▶ [WHAT TO DO] Provide the number of lines of the records that include "Booth", with no other content.

[Stored data entries]
Start of Block

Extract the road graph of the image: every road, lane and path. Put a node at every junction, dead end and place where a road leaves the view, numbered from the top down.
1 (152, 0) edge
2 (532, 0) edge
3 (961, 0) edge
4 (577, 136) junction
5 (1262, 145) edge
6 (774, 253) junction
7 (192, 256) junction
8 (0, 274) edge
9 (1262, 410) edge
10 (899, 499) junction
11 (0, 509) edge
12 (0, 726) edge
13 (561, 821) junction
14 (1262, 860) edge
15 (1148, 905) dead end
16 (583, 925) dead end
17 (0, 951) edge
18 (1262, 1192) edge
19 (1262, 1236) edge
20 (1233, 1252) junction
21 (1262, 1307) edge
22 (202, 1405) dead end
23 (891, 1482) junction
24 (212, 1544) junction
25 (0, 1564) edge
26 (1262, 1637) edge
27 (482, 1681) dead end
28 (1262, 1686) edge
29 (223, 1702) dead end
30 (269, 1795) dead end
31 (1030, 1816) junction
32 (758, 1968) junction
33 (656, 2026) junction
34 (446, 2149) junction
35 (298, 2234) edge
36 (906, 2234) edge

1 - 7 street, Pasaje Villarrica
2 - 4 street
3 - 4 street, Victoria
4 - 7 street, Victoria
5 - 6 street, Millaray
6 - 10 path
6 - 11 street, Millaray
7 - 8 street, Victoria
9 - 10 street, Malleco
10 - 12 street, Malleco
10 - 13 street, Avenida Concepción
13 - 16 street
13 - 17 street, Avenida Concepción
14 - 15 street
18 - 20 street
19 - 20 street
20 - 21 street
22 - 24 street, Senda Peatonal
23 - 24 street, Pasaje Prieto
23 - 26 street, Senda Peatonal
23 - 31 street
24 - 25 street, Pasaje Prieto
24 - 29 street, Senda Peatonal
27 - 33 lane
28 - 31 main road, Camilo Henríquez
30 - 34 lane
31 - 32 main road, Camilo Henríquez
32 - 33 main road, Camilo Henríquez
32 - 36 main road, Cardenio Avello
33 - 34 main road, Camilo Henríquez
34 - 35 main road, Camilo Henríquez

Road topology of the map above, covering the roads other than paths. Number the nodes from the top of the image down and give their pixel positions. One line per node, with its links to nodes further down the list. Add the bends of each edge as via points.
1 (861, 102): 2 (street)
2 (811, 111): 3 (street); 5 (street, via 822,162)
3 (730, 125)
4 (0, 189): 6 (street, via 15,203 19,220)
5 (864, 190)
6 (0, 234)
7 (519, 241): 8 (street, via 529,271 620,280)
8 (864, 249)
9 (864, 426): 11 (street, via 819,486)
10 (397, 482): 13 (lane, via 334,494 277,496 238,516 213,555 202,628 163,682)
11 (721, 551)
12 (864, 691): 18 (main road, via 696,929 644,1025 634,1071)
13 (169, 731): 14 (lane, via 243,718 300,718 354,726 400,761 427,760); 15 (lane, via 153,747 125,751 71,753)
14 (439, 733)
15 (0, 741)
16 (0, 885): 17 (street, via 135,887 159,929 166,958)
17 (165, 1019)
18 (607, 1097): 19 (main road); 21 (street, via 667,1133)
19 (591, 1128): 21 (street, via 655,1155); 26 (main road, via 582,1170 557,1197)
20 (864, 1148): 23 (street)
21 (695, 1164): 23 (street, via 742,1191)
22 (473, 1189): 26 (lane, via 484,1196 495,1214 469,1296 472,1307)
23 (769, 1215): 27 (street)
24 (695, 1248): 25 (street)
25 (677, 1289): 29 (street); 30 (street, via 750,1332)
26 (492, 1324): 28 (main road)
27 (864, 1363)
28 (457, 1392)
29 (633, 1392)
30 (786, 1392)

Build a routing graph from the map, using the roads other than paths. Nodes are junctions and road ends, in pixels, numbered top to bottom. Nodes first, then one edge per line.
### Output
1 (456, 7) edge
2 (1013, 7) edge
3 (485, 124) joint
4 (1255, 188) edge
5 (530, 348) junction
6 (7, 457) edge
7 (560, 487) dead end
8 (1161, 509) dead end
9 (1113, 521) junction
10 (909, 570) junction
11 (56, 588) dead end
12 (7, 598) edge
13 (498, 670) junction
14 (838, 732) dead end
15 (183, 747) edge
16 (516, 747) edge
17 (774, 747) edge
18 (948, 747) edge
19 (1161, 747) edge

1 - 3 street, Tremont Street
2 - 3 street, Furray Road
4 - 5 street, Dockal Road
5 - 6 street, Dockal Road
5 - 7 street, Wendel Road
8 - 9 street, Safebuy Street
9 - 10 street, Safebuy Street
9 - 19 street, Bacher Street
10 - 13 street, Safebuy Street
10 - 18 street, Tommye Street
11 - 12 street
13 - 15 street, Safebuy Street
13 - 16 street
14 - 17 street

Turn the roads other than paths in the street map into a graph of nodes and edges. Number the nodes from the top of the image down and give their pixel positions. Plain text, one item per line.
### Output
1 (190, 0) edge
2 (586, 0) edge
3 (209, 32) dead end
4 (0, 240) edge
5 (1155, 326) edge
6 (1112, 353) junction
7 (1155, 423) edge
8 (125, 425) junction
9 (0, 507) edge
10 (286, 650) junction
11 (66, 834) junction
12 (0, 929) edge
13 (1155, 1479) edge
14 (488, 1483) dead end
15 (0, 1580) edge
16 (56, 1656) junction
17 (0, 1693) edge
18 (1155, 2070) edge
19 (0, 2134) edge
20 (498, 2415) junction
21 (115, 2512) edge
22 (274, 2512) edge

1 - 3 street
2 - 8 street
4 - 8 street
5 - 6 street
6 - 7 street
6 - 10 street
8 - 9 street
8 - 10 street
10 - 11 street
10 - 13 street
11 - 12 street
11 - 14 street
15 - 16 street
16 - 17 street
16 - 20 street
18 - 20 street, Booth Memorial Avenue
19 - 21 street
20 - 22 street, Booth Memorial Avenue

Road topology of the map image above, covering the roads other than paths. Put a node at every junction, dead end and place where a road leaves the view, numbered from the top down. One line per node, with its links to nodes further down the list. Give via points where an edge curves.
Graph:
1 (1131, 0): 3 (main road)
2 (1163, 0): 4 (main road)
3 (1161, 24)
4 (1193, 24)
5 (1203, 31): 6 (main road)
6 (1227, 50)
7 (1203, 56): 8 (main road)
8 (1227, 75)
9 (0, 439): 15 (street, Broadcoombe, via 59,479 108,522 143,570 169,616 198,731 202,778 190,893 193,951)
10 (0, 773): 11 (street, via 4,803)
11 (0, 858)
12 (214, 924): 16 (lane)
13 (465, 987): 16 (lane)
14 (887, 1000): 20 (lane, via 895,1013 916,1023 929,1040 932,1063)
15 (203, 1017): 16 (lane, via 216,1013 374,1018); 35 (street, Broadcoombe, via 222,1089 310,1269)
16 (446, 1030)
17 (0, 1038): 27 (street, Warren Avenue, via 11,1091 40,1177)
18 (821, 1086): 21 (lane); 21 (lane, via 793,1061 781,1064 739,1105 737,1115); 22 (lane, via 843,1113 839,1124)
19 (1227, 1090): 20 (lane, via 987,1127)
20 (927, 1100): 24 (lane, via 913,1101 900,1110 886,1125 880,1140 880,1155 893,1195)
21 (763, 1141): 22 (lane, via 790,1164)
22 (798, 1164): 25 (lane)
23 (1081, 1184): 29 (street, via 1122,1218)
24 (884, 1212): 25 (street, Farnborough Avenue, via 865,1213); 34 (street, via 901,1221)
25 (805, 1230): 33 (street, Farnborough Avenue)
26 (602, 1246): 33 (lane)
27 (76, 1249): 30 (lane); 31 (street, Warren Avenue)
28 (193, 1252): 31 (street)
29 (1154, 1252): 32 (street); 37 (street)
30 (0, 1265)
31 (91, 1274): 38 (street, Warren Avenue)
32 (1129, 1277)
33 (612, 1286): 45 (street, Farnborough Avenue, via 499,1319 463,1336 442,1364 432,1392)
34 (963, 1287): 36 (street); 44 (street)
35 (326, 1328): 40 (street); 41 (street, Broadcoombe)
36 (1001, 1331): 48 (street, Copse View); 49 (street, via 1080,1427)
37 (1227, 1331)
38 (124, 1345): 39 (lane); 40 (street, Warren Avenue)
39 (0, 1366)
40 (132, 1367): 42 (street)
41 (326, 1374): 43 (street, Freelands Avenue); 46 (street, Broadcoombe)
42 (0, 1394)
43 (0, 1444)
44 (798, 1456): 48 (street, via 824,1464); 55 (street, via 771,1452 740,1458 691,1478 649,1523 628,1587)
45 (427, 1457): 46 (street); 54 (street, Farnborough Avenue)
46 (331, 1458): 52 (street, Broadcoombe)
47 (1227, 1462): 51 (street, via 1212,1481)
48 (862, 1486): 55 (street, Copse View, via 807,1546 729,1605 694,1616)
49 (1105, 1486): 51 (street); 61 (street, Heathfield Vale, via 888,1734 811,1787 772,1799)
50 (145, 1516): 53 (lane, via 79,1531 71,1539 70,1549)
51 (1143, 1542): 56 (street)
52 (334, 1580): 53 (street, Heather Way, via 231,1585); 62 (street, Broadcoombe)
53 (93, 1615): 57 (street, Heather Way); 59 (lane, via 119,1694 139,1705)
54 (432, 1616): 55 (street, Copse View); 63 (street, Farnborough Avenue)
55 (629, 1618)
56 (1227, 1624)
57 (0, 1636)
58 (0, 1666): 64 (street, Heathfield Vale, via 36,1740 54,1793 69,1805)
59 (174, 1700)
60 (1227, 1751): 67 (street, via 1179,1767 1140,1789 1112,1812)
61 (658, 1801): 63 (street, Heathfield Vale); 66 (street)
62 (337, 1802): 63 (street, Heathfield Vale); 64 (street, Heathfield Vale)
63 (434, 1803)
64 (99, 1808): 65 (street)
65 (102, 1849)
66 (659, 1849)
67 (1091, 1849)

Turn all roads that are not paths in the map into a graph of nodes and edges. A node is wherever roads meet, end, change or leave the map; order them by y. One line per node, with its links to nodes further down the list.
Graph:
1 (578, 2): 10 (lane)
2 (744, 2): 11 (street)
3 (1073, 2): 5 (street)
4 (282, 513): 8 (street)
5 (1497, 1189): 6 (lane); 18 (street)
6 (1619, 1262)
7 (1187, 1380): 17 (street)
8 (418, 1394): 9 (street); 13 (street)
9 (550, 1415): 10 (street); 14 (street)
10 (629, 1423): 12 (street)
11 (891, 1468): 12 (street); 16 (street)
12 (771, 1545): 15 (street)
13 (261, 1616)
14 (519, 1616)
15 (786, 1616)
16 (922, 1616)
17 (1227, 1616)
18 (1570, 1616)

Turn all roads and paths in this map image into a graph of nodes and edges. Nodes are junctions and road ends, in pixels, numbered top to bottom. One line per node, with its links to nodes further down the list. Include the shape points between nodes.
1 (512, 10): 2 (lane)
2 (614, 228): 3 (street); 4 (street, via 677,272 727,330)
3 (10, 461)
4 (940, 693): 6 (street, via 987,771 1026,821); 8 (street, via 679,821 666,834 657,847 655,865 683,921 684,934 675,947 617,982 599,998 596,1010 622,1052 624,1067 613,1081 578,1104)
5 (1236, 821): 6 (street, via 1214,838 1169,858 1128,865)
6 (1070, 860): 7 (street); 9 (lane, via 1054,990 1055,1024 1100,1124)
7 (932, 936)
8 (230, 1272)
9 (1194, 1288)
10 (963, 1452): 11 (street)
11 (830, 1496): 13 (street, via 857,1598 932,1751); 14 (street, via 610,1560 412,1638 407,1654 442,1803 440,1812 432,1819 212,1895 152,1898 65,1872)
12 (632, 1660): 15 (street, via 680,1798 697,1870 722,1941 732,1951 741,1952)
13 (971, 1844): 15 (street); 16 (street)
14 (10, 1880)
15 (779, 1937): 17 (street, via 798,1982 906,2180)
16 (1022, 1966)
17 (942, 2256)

End of Block

▶ [ANSWER SPACE] 2